Can't this be done already with batched-bench by setting a batch size of 1, and it has the benefit of showing PP speed as well.
it helped, but only a bit (pp rate is 6-8% higher with these changes), it's still slower than the original implementation.
Can you push that change? For my use cases the TG benefits outweigh the loss in PP, I'll try looking into the performance as well.
👤 fairydreaming commented the 2025-01-29 at 10:09:22:
@saood06
@fairydreaming
It allows to measure token generation rate after processing a prompt of given size.

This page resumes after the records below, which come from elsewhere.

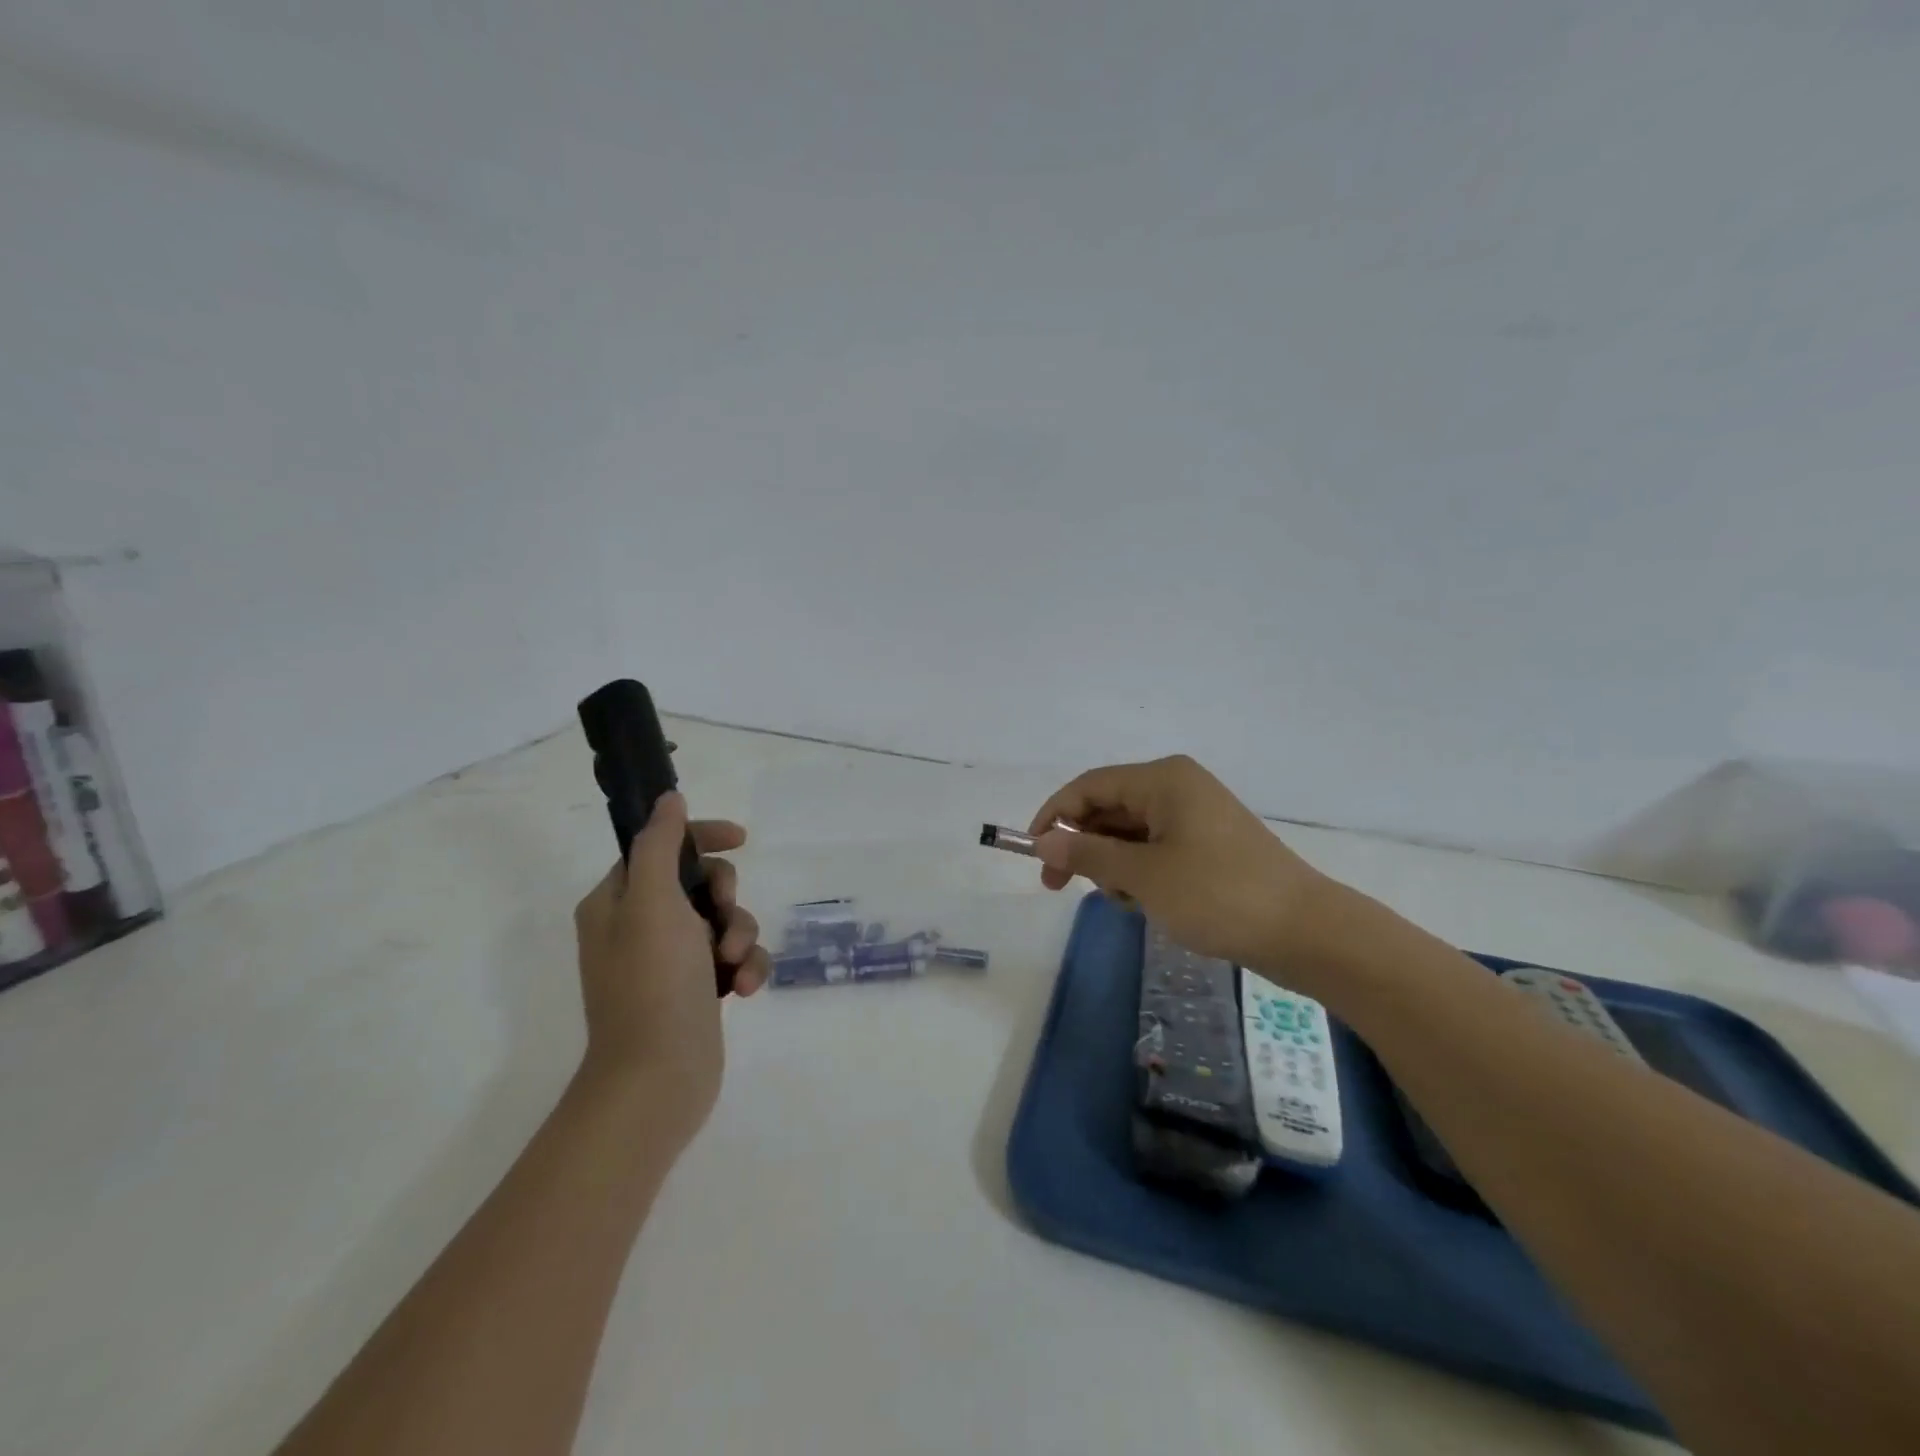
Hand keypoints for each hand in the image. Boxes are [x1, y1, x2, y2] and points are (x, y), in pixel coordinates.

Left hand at [572, 793, 769, 1142]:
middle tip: (724, 918)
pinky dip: (746, 967)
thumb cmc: (652, 983)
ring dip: (741, 936)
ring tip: (734, 966)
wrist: (657, 1079)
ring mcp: (671, 961)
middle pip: (702, 883)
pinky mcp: (698, 989)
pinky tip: (745, 989)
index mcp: (617, 902)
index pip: (661, 847)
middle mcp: (641, 927)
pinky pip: (735, 957)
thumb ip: (660, 845)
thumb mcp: (653, 902)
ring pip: (725, 921)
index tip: (740, 838)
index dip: (702, 837)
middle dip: (727, 897)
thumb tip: (668, 799)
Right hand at [1028, 755, 1337, 973]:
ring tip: (1123, 901)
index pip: (1089, 786)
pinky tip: (1144, 902)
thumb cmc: (1218, 895)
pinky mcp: (1209, 844)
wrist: (1306, 932)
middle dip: (1082, 846)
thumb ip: (1088, 856)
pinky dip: (1139, 871)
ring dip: (1112, 864)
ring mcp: (1196, 816)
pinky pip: (1155, 848)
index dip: (1055, 817)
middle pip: (1109, 807)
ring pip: (1130, 832)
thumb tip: (1043, 843)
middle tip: (1058, 887)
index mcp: (1163, 780)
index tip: (1033, 855)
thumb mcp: (1143, 876)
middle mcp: (1177, 787)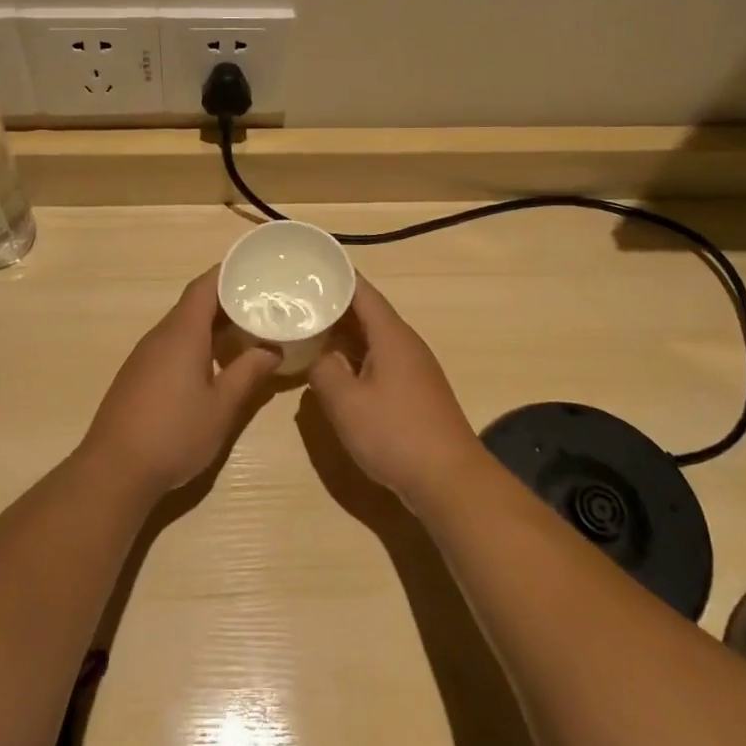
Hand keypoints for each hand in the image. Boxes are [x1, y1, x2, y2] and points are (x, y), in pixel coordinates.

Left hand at [80, 268, 280, 494]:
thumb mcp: (222, 407)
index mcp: (182, 333)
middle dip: (227, 298)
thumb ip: (248, 373)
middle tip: (263, 302)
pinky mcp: (138, 374)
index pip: (205, 286)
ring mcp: (145, 355)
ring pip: (183, 325)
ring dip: (212, 323)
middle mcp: (160, 335)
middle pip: (194, 303)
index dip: (229, 272)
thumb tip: (272, 349)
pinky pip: (172, 344)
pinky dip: (196, 342)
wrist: (114, 471)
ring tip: (246, 329)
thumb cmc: (174, 434)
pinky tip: (214, 362)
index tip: (256, 268)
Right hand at [307, 276, 485, 506]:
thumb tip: (317, 355)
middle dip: (333, 303)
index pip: (362, 291)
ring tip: (307, 325)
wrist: (449, 479)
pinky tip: (333, 366)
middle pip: (367, 312)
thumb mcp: (346, 402)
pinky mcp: (413, 391)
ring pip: (372, 337)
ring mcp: (412, 368)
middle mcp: (404, 343)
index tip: (307, 266)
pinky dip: (353, 355)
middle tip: (296, 296)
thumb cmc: (395, 434)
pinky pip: (377, 359)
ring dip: (342, 331)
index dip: (336, 275)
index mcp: (391, 335)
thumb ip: (324, 371)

Can't this be done already with batched-bench by setting a batch size of 1, and it has the benefit of showing PP speed as well.
That is correct.
it helped, but only a bit (pp rate is 6-8% higher with these changes), it's still slower than the original implementation.
Can you push that change? For my use cases the TG benefits outweigh the loss in PP, I'll try looking into the performance as well.
Pushed.
👤 saood06 commented the 2025-01-30 at 19:32:55:
I did not rename the types to _R8 yet but will in case this gets merged.
👤 ikawrakow commented the 2025-01-31 at 06:31:03:
Will do when I come back from FOSDEM.